Nota 6.5 / Nathalia Barbosa

“I must apologise if my lady should discover how I spent my holidays”
O diretor Edgar Wright conseguiu fazer um filme de ação com carros, mas sem homens musculosos no comando. Como? Baby, interpretado Ansel Elgort – famoso por seu papel em A culpa é das estrelas – é um jovem rapaz que tem um incrível talento na direção, sendo um ótimo motorista de criminosos.
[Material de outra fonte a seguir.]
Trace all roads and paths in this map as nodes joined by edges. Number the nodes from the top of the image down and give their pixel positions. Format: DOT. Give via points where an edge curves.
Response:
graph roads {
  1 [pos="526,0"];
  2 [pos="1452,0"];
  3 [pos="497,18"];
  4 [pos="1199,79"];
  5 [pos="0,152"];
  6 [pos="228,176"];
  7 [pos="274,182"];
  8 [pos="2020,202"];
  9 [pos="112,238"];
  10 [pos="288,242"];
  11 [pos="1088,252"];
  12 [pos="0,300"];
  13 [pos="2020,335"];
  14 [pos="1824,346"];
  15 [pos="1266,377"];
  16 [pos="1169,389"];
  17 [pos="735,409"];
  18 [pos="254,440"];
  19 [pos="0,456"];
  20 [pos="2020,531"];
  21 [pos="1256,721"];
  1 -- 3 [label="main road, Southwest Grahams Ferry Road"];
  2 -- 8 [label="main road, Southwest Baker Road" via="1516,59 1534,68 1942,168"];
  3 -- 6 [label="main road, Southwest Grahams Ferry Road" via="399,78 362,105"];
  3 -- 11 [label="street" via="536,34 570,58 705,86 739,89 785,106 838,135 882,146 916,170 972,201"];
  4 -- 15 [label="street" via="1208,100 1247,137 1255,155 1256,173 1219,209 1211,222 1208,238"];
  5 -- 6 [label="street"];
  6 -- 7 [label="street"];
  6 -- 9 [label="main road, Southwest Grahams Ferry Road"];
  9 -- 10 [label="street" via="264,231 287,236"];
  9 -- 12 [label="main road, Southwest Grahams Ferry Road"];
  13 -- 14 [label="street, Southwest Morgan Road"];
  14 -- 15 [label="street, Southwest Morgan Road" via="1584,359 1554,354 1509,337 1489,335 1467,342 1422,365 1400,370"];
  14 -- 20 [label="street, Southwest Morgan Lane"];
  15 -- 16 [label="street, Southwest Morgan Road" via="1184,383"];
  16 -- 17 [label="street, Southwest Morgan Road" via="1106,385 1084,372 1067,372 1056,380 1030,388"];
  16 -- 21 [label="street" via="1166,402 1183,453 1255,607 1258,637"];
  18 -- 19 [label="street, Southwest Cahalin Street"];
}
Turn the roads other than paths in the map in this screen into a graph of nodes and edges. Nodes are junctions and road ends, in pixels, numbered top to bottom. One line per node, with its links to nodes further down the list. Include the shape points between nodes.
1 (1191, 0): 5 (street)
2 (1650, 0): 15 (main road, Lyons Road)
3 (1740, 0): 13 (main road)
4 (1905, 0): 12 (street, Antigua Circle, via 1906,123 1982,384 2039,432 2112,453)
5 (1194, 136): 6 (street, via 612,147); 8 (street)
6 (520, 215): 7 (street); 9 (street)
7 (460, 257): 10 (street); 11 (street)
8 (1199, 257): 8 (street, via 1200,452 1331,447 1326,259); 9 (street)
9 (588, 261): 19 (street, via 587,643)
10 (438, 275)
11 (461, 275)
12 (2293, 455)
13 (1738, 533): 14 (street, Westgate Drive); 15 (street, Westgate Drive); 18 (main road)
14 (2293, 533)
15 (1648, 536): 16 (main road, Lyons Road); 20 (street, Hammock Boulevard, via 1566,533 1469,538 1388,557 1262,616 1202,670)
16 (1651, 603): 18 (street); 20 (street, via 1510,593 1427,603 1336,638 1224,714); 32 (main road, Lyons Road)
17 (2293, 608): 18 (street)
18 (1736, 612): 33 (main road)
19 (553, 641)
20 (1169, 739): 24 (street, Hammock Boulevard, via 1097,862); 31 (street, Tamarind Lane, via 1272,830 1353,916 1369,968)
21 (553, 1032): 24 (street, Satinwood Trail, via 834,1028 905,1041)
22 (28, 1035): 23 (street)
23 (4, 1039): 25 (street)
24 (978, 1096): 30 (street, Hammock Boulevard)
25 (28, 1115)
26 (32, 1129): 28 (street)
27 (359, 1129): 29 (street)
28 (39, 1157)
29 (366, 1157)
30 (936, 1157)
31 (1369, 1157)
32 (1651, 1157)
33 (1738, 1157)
Baby representa uma fuga perfeita: com cortes, mudança de ângulos e movimentos dos personagens com as músicas que compõem suas trilhas sonoras – que, aliás, estão por toda parte de sua enorme coleção de Ipods – entende cada detalhe de um plano criminoso; é um verdadeiro demônio no volante.
Seu trabalho é um pagamento à dívida do mafioso Doc (Kevin Spacey). Ao longo do filme, o motorista vai se complicando cada vez mais nesse submundo, até que não vê nenhuma saída desse tipo de trabalho. Tendo de lidar com os assaltantes que Doc contrata para fazer os trabalhos, Baby tem de conviver com todo tipo de estereótipo de criminoso: Buddy (Jon Hamm) é um homem fortão legal, mas que muda completamente quando alguém lhe desagrada, Darling (Eiza González) é a sedutora criminosa ousada e Bats (Jamie Foxx) é o cara radical e com enorme sede de matar.
No bastidor do trabalho excêntrico de Baby, descobrimos que há uma vida de traumas e afetos com Joseph (CJ Jones), o “pai” adotivo já que o demônio motorista perdera a família muito cedo em um acidente de carro, e Debora, a garçonete da lanchonete onde Baby compra seus cafés todos os dias e que lhe chama atenção com as músicas que cantarola. Após se conhecerem, tentam perseguir um sonho de dirigir pela estrada abandonando suas vidas complicadas.
Com uma ótima montagem e trilha sonora, “Em ritmo de fuga” consegue se salvar apesar de estarmos saturados com tantos filmes de ação envolvendo carros. Nessa proposta musical, até o baixista do Red Hot Chili Peppers esteve envolvido, mas Flea, dessa vez, afasta-se de seu trabalho oficial para interpretar um personagem de curta participação. Eu diria que o longa de Wright é um respiro diante de tantos Velozes e Furiosos que enchem as salas de cinema.